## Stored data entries
——
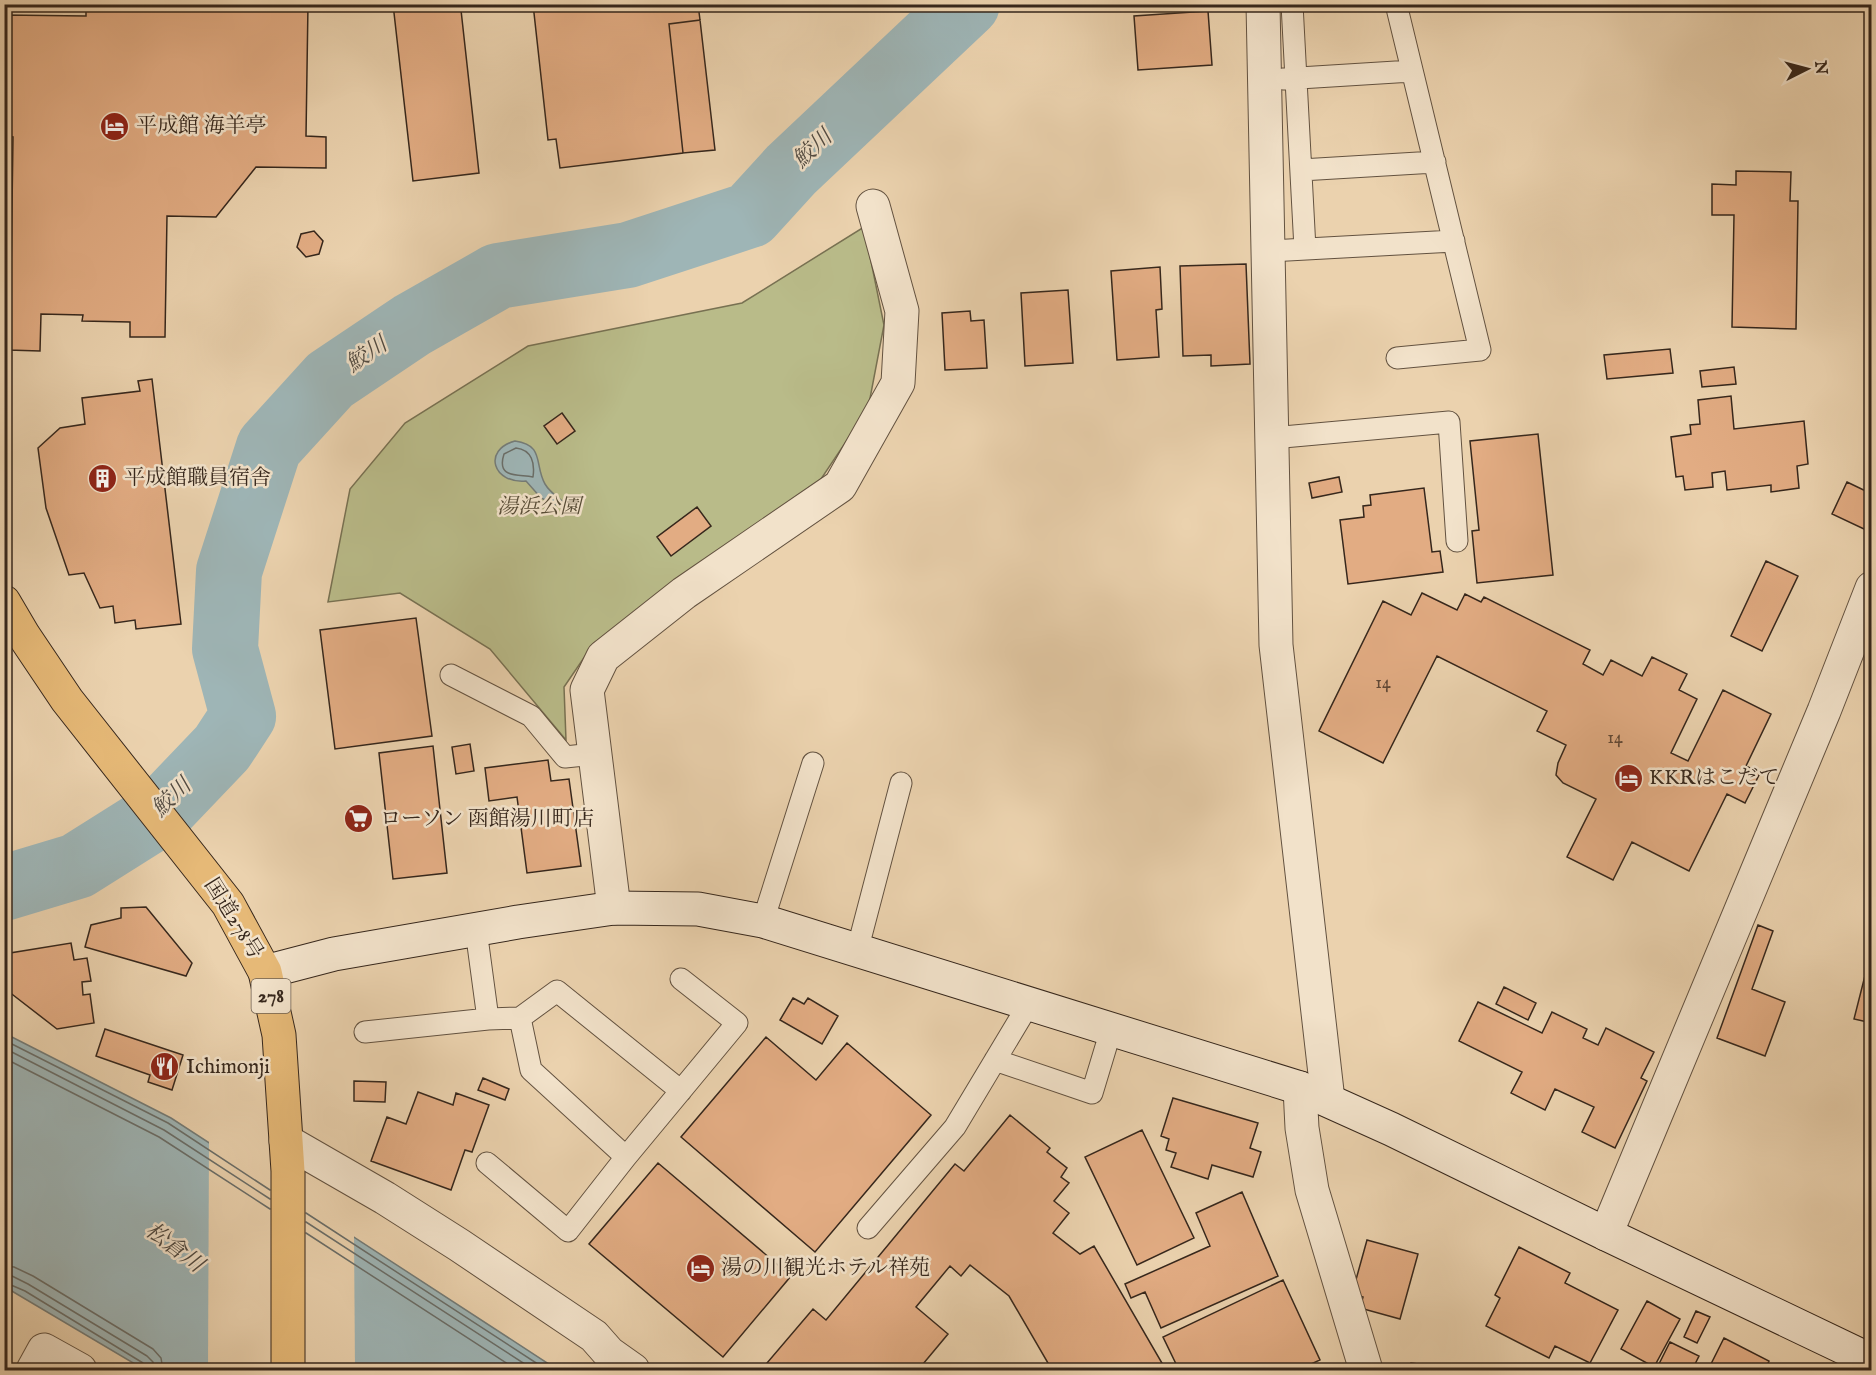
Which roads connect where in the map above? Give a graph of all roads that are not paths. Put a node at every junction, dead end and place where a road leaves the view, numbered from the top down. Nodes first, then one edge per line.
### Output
1 (1263, 4) edge
2 (1292, 4) edge
3 (1396, 4) edge
4 (1412, 71) junction
5 (1280, 79) junction
6 (1435, 162) junction
7 (1301, 170) junction
8 (873, 206) dead end
9 (1454, 241) junction
10 (1305, 249) junction
11 (1268, 251) junction
12 (1397, 358) dead end
13 (1272, 438) junction
14 (1457, 541) dead end
15 (1872, 588) edge
16 (4, 602) edge
17 (451, 675) dead end
18 (594, 754) junction
19 (813, 763) dead end
20 (901, 783) dead end
21 (614, 908) junction
22 (763, 921) junction
23 (476, 930) junction
24 (857, 951) junction
25 (265, 972) junction
26 (681, 979) dead end
27 (1030, 1002) junction
28 (520, 1018) junction
29 (488, 1019) junction
30 (1111, 1030) junction
31 (365, 1032) dead end
32 (995, 1060) junction
33 (681, 1091) junction
34 (1314, 1094) junction
35 (287, 1156) junction
36 (627, 1157) junction
37 (487, 1163) dead end
38 (868, 1228) dead end
39 (1606, 1234) junction
40 (1872, 1361) edge
41 (33, 1371) edge
42 (80, 1371) edge
43 (288, 1371) edge
44 (633, 1371) edge
45 (1366, 1371) edge

1 - 5 street
2 - 5 lane
3 - 4 lane
4 - 5 lane
4 - 6 lane
5 - 7 lane
5 - 11 street
6 - 7 lane
6 - 9 lane
7 - 10 lane
8 - 18 street
9 - 10 lane
9 - 12 lane
10 - 11 lane
11 - 13 street
13 - 14 lane
13 - 34 street
15 - 39 street
16 - 25 highway, 国道278号 / 278
17 - 18 lane
18 - 21 street
19 - 22 lane
20 - 24 lane
21 - 22 street
21 - 23 street
22 - 24 street
23 - 25 street
23 - 29 lane
24 - 27 street
25 - 35 highway, 国道278号 / 278
26 - 33 lane
27 - 30 street
27 - 32 lane
28 - 29 lane
28 - 33 lane
28 - 36 lane
29 - 31 lane
30 - 32 lane
30 - 34 street
32 - 38 lane
33 - 36 lane
34 - 39 street
34 - 45 street
35 - 43 highway, 国道278号 / 278
35 - 44 street
36 - 37 lane
39 - 40 street
41 - 42 street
——
## Your objective
Give every record back exactly as it reads, with no images.

## The answer
Which roads connect where in the map above? Give a graph of all roads that are not paths. Put a node at every junction, dead end and place where a road leaves the view, numbered from the top down. Nodes first, then one edge per line.
### Output
1 (1263, 4) edge
2 (1292, 4) edge
3 (1396, 4) edge
4 (1412, 71) junction
5 (1280, 79) junction
6 (1435, 162) junction
7 (1301, 170) junction
8 (873, 206) dead end
9 (1454, 241) junction
10 (1305, 249) junction
11 (1268, 251) junction
12 (1397, 358) dead end
13 (1272, 438) junction
14 (1457, 541) dead end
15 (1872, 588) edge
16 (4, 602) edge
17 (451, 675) dead end
18 (594, 754) junction
19 (813, 763) dead end
20 (901, 783) dead end
21 (614, 908) junction
22 (763, 921) junction
23 (476, 930) junction
24 (857, 951) junction
25 (265, 972) junction
26 (681, 979) dead end
27 (1030, 1002) junction
28 (520, 1018) junction
29 (488, 1019) junction
30 (1111, 1030) junction
31 (365, 1032) dead end
32 (995, 1060) junction
33 (681, 1091) junction
34 (1314, 1094) junction
35 (287, 1156) junction
36 (627, 1157) junction
37 (487, 1163) dead end
38 (868, 1228) dead end
39 (1606, 1234) junction
40 (1872, 1361) edge
41 (33, 1371) edge
42 (80, 1371) edge
43 (288, 1371) edge
44 (633, 1371) edge
45 (1366, 1371) edge

1 - 5 street
2 - 5 lane
3 - 4 lane
4 - 5 lane
4 - 6 lane
5 - 7 lane
5 - 11 street
6 - 7 lane
6 - 9 lane
7 - 10 lane
8 - 18 street
9 - 10 lane
9 - 12 lane
10 - 11 lane
11 - 13 street
13 - 14 lane
13 - 34 street
15 - 39 street
16 - 25 highway, 国道278号 / 278
17 - 18 lane
18 - 21 street
19 - 22 lane
20 - 24 lane
21 - 22 street
21 - 23 street
22 - 24 street
23 - 25 street
23 - 29 lane
24 - 27 street
25 - 35 highway, 国道278号 / 278
26 - 33 lane
27 - 30 street
27 - 32 lane
28 - 29 lane
28 - 33 lane
28 - 36 lane
29 - 31 lane
30 - 32 lane
30 - 34 street
32 - 38 lane
33 - 36 lane
34 - 39 street
34 - 45 street
35 - 43 highway, 国道278号 / 278
35 - 44 street
36 - 37 lane
39 - 40 street
41 - 42 street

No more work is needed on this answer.